--- Your instructions ---
Look through the data below and return each line where "内环高架路" appears.

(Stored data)

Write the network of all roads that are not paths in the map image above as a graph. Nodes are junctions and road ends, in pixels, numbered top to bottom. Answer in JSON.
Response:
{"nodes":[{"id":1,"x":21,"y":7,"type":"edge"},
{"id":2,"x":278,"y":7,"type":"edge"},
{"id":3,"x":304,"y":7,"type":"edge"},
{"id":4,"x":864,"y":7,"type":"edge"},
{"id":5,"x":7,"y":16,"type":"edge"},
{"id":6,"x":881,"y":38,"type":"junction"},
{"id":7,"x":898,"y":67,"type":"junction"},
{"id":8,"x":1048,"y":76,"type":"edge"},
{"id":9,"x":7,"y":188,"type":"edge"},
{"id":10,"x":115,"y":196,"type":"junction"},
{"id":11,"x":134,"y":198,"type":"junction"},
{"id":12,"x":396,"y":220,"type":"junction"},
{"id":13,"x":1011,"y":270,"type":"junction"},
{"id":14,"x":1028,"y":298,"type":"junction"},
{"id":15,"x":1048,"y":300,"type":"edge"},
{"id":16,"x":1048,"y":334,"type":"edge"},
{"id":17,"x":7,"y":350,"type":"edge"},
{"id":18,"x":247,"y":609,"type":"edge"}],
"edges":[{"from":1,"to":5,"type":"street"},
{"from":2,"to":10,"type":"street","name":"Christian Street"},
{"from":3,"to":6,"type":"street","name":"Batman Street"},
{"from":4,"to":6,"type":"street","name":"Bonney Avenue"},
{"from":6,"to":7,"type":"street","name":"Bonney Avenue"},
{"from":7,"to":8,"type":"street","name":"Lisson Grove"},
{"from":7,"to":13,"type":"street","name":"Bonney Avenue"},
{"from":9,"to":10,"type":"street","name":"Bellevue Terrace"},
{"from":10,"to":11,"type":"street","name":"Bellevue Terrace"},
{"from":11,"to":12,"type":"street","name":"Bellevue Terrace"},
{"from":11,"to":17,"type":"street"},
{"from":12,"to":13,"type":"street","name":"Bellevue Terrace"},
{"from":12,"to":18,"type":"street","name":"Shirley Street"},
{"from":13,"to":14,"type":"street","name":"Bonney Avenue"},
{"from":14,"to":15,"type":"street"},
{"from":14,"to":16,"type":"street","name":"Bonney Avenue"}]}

---

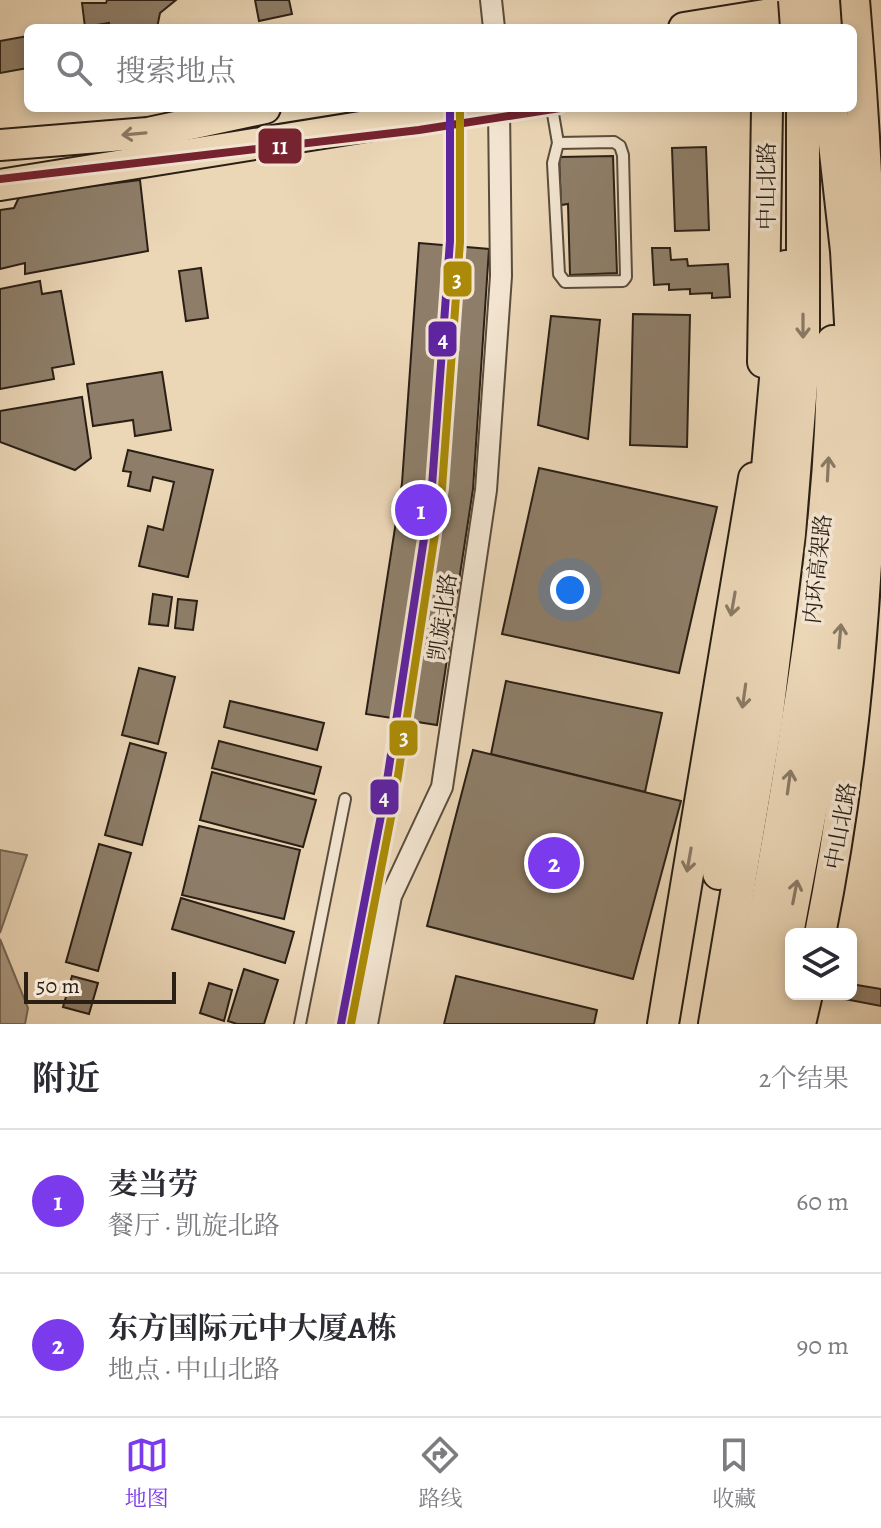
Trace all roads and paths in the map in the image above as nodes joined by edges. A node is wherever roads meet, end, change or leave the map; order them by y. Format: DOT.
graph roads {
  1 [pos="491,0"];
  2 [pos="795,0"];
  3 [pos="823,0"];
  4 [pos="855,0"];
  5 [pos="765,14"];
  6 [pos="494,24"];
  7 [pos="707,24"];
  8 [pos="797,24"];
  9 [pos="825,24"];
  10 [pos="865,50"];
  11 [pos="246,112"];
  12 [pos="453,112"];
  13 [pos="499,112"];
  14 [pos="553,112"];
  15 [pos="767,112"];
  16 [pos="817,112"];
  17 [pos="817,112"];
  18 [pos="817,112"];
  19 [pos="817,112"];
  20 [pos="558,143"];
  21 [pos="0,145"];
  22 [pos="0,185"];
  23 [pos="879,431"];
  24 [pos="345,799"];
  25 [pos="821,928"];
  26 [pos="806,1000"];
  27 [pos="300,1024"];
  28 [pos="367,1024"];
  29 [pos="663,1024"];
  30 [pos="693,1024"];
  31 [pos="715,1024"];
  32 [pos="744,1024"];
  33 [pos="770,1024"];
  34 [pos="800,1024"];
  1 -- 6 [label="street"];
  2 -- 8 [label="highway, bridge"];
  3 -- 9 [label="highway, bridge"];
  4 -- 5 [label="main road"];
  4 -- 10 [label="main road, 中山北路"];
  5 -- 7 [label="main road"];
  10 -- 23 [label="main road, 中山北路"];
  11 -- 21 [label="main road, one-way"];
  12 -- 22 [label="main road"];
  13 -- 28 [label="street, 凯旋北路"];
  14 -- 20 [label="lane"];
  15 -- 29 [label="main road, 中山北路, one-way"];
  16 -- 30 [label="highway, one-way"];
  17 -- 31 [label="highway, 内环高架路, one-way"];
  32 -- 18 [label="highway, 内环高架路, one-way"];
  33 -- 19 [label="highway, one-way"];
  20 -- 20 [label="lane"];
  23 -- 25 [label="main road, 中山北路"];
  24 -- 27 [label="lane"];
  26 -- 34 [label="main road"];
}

--- Answer below ---
  17 -- 31 [label="highway, 内环高架路, one-way"];
  32 -- 18 [label="highway, 内环高架路, one-way"];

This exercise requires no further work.